## Extracted information
_ _ _ _ _

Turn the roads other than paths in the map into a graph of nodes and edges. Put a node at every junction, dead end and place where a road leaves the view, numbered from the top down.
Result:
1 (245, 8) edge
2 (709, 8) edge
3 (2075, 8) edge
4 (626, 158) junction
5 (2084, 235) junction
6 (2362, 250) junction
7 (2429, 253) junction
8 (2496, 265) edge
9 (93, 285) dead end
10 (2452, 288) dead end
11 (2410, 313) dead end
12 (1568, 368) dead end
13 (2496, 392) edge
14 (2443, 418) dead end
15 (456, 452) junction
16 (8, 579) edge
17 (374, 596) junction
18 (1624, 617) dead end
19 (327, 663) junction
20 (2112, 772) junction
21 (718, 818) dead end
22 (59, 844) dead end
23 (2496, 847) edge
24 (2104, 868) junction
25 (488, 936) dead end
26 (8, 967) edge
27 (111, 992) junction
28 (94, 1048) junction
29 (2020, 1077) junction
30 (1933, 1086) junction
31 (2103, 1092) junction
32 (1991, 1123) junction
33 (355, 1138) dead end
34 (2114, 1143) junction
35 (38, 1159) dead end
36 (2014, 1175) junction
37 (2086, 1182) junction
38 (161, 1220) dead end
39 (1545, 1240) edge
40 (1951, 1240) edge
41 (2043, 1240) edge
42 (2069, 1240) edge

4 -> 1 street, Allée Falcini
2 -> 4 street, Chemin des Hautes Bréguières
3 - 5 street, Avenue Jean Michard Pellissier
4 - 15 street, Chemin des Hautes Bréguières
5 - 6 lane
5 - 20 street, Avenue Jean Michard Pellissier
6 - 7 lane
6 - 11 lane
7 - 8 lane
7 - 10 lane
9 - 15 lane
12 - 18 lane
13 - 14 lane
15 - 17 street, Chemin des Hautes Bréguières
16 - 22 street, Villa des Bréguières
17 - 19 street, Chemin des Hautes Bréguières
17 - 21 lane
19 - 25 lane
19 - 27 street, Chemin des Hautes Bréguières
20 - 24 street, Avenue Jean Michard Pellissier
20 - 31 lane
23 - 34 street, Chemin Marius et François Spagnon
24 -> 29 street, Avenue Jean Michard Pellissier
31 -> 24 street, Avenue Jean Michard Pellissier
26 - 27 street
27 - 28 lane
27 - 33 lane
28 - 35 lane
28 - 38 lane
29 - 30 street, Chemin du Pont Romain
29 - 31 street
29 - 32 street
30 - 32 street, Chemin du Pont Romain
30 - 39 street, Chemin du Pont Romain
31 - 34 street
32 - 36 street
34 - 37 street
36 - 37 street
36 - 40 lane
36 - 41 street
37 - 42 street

_ _ _ _ _

## The problem
Give back each line above exactly as written.

## Exercise result
Turn the roads other than paths in the map into a graph of nodes and edges. Put a node at every junction, dead end and place where a road leaves the view, numbered from the top down.
Result:
1 (245, 8) edge
2 (709, 8) edge
3 (2075, 8) edge
4 (626, 158) junction
5 (2084, 235) junction
6 (2362, 250) junction
7 (2429, 253) junction
8 (2496, 265) edge
9 (93, 285) dead end
10 (2452, 288) dead end
11 (2410, 313) dead end
12 (1568, 368) dead end
13 (2496, 392) edge
14 (2443, 418) dead end
15 (456, 452) junction
16 (8, 579) edge
17 (374, 596) junction
18 (1624, 617) dead end
19 (327, 663) junction
20 (2112, 772) junction
21 (718, 818) dead end
22 (59, 844) dead end
23 (2496, 847) edge
24 (2104, 868) junction
25 (488, 936) dead end
26 (8, 967) edge
27 (111, 992) junction
28 (94, 1048) junction
29 (2020, 1077) junction
30 (1933, 1086) junction
31 (2103, 1092) junction
32 (1991, 1123) junction
33 (355, 1138) dead end
34 (2114, 1143) junction
35 (38, 1159) dead end
36 (2014, 1175) junction
37 (2086, 1182) junction
38 (161, 1220) dead end
39 (1545, 1240) edge
40 (1951, 1240) edge
41 (2043, 1240) edge
42 (2069, 1240) edge

4 -> 1 street, Allée Falcini
2 -> 4 street, Chemin des Hautes Bréguières
3 - 5 street, Avenue Jean Michard Pellissier
4 - 15 street, Chemin des Hautes Bréguières
5 - 6 lane
5 - 20 street, Avenue Jean Michard Pellissier
6 - 7 lane
6 - 11 lane
7 - 8 lane
7 - 10 lane
9 - 15 lane
12 - 18 lane
13 - 14 lane
15 - 17 street, Chemin des Hautes Bréguières
16 - 22 street, Villa des Bréguières
17 - 19 street, Chemin des Hautes Bréguières
17 - 21 lane
19 - 25 lane
19 - 27 street, Chemin des Hautes Bréguières
20 - 24 street, Avenue Jean Michard Pellissier
20 - 31 lane
23 - 34 street, Chemin Marius et François Spagnon
24 -> 29 street, Avenue Jean Michard Pellissier
31 -> 24 street, Avenue Jean Michard Pellissier
26 - 27 street
27 - 28 lane
27 - 33 lane
28 - 35 lane
28 - 38 lane
29 - 30 street, Chemin du Pont Romain
29 - 31 street
29 - 32 street
30 - 32 street, Chemin du Pont Romain
30 - 39 street, Chemin du Pont Romain
31 - 34 street
32 - 36 street
34 - 37 street
36 - 37 street
36 - 40 lane
36 - 41 street
37 - 42 street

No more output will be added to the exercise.